If want to add the values in columns B and C, rather than multiplying them, just change the "*" above to "+".
 
Last edited:
Upvote 0
This is great, thank you very much.

What would have to be done to get rid of having to specify the range? If you wouldn't mind, please.
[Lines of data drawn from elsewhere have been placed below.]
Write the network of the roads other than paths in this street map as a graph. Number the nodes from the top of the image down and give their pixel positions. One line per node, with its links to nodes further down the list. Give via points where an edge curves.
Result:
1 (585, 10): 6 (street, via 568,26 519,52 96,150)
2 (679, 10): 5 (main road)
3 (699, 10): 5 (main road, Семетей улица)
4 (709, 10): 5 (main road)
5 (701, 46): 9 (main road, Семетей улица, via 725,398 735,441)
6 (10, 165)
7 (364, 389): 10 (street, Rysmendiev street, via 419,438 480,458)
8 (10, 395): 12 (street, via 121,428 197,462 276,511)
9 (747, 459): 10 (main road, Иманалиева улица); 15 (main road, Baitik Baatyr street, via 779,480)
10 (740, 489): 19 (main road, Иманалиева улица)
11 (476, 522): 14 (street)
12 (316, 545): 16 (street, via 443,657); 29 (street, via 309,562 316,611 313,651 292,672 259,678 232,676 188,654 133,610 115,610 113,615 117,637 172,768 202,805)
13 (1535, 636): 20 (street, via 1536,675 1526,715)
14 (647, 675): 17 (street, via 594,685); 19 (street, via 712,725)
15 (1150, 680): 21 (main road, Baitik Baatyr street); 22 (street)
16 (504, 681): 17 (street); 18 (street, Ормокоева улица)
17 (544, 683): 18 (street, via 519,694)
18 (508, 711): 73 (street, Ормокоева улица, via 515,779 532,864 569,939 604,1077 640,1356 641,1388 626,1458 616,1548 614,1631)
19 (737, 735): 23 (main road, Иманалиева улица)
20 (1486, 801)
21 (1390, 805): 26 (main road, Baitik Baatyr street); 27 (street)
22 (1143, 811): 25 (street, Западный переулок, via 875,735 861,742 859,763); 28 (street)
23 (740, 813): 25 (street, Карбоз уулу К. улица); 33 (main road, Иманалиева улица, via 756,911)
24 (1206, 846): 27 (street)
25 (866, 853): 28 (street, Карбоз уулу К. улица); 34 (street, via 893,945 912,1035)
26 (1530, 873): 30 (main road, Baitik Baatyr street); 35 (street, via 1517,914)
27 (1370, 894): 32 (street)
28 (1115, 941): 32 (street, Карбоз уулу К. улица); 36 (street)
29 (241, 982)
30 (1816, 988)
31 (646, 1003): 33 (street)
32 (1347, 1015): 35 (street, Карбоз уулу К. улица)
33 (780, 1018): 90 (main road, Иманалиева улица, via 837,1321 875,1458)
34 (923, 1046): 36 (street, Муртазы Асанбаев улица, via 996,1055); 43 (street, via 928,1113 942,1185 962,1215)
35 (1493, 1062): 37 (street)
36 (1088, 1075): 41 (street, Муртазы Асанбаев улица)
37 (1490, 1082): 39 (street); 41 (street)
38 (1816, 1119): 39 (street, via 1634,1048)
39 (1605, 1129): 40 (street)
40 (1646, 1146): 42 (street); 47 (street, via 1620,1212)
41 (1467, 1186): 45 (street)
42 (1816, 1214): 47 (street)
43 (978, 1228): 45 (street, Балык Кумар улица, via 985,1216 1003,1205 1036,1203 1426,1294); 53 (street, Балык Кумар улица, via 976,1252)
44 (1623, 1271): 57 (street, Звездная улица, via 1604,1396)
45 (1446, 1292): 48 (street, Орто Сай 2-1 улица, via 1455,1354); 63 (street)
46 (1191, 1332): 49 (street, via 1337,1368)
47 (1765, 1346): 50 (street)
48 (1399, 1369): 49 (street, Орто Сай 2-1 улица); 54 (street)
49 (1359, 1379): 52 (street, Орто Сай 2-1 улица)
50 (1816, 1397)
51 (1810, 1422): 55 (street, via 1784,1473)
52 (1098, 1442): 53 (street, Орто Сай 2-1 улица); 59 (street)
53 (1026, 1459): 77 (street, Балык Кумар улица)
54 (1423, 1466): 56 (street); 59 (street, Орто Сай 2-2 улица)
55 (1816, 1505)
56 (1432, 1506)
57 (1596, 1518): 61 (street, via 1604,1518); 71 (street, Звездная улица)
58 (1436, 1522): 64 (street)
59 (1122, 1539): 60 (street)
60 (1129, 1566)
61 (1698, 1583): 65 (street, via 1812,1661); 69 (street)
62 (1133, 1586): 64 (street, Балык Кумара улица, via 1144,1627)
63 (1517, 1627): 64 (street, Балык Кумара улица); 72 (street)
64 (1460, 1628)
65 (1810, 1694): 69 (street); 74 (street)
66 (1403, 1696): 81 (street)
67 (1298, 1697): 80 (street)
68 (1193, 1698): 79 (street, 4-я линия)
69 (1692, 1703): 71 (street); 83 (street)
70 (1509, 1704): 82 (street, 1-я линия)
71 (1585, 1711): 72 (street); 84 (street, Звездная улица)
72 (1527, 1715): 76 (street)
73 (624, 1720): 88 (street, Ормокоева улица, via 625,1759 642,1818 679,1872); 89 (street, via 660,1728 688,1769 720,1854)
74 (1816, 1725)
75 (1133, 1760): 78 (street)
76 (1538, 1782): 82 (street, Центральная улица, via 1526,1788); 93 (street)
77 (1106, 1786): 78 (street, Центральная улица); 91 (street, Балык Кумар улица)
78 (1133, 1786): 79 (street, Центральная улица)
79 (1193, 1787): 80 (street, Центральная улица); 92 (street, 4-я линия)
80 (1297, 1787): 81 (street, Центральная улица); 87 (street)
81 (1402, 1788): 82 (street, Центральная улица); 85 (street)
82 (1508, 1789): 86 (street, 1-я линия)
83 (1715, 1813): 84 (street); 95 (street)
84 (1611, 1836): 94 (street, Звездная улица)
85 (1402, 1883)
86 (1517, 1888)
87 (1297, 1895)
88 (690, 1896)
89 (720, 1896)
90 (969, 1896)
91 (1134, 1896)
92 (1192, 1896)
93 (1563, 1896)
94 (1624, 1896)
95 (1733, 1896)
What I mean is, at the moment we have the "4:150" declared but if the rows go beyond 150 then it has to be manually changed. I'm aware of the "A:A" but in this case it doesn't work, perhaps due to the fact that all the values being summed up, are derived from formulas and some are empty (or 'hidden' behind ""), and that's why #!VALUE or #N/A shows up as a result... Maybe something like an IF combined with ISNUMBER would work? Not sure if I'm going about this the right way though...

Thank you.
 
Upvote 0
Try changing the * to a comma (,) as shown here. That still results in a multiplication, but it is multiplication within SUMPRODUCT, which treats blanks, like formula-generated blanks, as 0's, whereas the conventional * operator fails when encountering the same kind of blank. In the example, I have only 10-20 rows of data but relatively long ranges, so there should be no problems expanding the range well beyond your data table.

MrExcel20200419a.xlsx
ABC
1-result -->0.857143
2
3
4
5
6
71214
8red5
9XX34
1054
11blue56
12XX62
13XX 11
14XX13 
15XX23
16
17
Sheet10
Cell Formulas
RangeFormula
A1A1=IFERROR(IF(OR(B4="", C4=""), "-", "S"&RIGHT(YEAR(C4), 1)&TEXT(MONTH(C4), "00")&VLOOKUP(B4, ServiceTechs, 2, FALSE)&TEXT(SUMPRODUCT((INDIRECT("$B$4:$B$"&ROW(B4))=B4),(MONTH(INDIRECT("$C$4:$C$"&ROW(B4)))=MONTH(C4))),"00")), "-")
C1C1=SUMPRODUCT(($B$4:$B$150),($C$4:$C$150),--(A4:A150="XX"))/SUM($C$4:$C$150)
B13B13=IF(D13=4,TRUE,"")
C14C14=IF(D14=4,TRUE,"")
 
Upvote 0
Thank you KRice, works perfectly. I ended up changing the SUM at the end to SUMPRODUCT with the '--' exclusion too, due to the SUM taking into consideration all cells when dividing which was making the results a bit off but anyway, thanks again!